/stack · last updated this week

Tools, and why

A list curated against the tools I actually reach for, not the ones that look good on a CV. Updated when something changes, not on a schedule.

Languages

  • C# / .NET 8
    since 2021

    My primary backend language. ASP.NET Core — ergonomic, fast, onboardable.

  • TypeScript
    since 2022

    For UI and small Node services. Strict mode, no any, no exceptions.

  • Python
    since 2021

    Scripts, data work, small FastAPI services.

  • SQL (Postgres)

    More expressive than people think.
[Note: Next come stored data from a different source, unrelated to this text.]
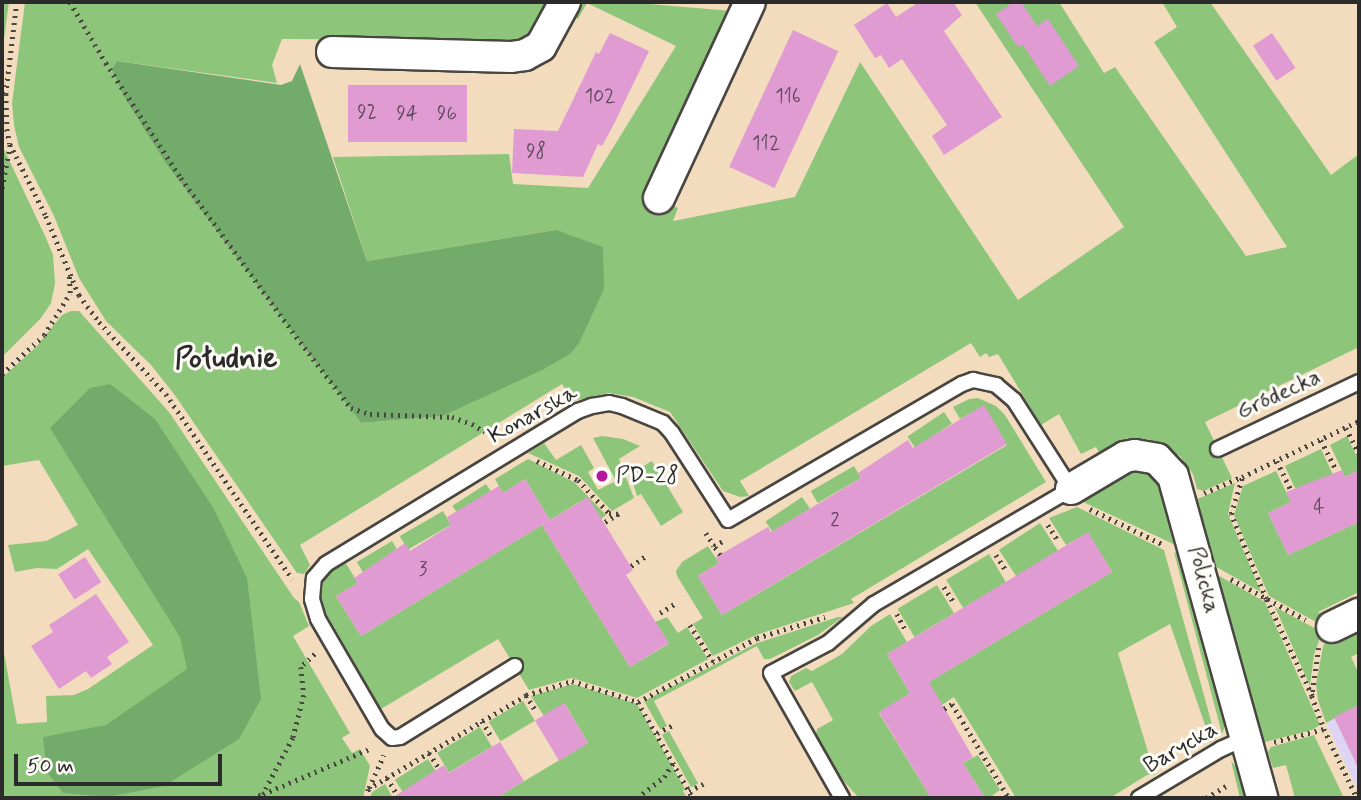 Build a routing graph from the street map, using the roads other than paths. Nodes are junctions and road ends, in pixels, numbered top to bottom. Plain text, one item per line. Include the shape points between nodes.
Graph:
1 (565, 2) edge
2 (750, 2) edge
3 (332, 52) dead end
4 (659, 198) dead end
5 (1359, 382) edge
6 (1218, 449) dead end
7 (1064, 492) junction
8 (1359, 614) edge
9 (1322, 631) road end
10 (514, 666) dead end
11 (1246, 738) junction
12 (1249, 784) edge
13 (842, 798) edge
14 (1139, 798) edge

1 - 3 street via 541,46 525,55
2 - 4 street
5 - 6 lane, Gródecka
7 - 10 lane, Konarska via 1014,400 996,385 973,380 728,520 663,424 635,409 601,404 578,411 326,564 314,578 314,610 391,738 400,737
7 - 11 street, Policka via 1125,457 1146,456 1166,467 1178,488
7 - 13 lane via 874,604 828,643 771,673
8 - 9 street
11 - 12 street, Policka
11 - 14 lane, Barycka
I write the query before the API.

Backend

  • ASP.NET Core

    The main framework on the C# side. Minimal API for speed, MVC when needed.

  • FastAPI

    On the Python side — type-safe, OpenAPI for free.

  • Postgres 16

    Default database. JSONB covers most 'we need NoSQL' cases.

  • Redis

    Caching, rate limits, ephemeral session state. Not as a primary store.

  • EF Core

    ORM on .NET. Migration history is decent.

Infra & ops

  • Docker + Compose

    Local dev. Reproducible enough for the team.

  • CI/CD pipelines

    Tests, lint, deploy on tag. Self-hosted runner.

  • Nginx

    Edge in front of every service. Boring, well-understood, fast.

  • Telegram Bot API

    Internal notifications, deploy alerts, KPI reports.

Frontend

  • Next.js 14

    App Router for new work. RSC where it pays for itself.

  • Tailwind

    Stops me re-inventing CSS naming every project.

  • Framer Motion

    Animations only when they communicate. This site is the maximum.

Editors & local

  • JetBrains Rider

    .NET work. The refactor tools earn the license.

  • VS Code

    Everything else. Vim bindings, minimal extensions.

  • Zsh + Starship

    Nothing fancy. Two-line prompt and git status.

  • tmux

    One window per project. Same layout on every machine.

Conspicuously absent: Kubernetes for three services, MongoDB on the first project, GraphQL for two endpoints, microservices for a team of three. Each has burned me. I'd use them again — at the sixth project that needs them, not the first.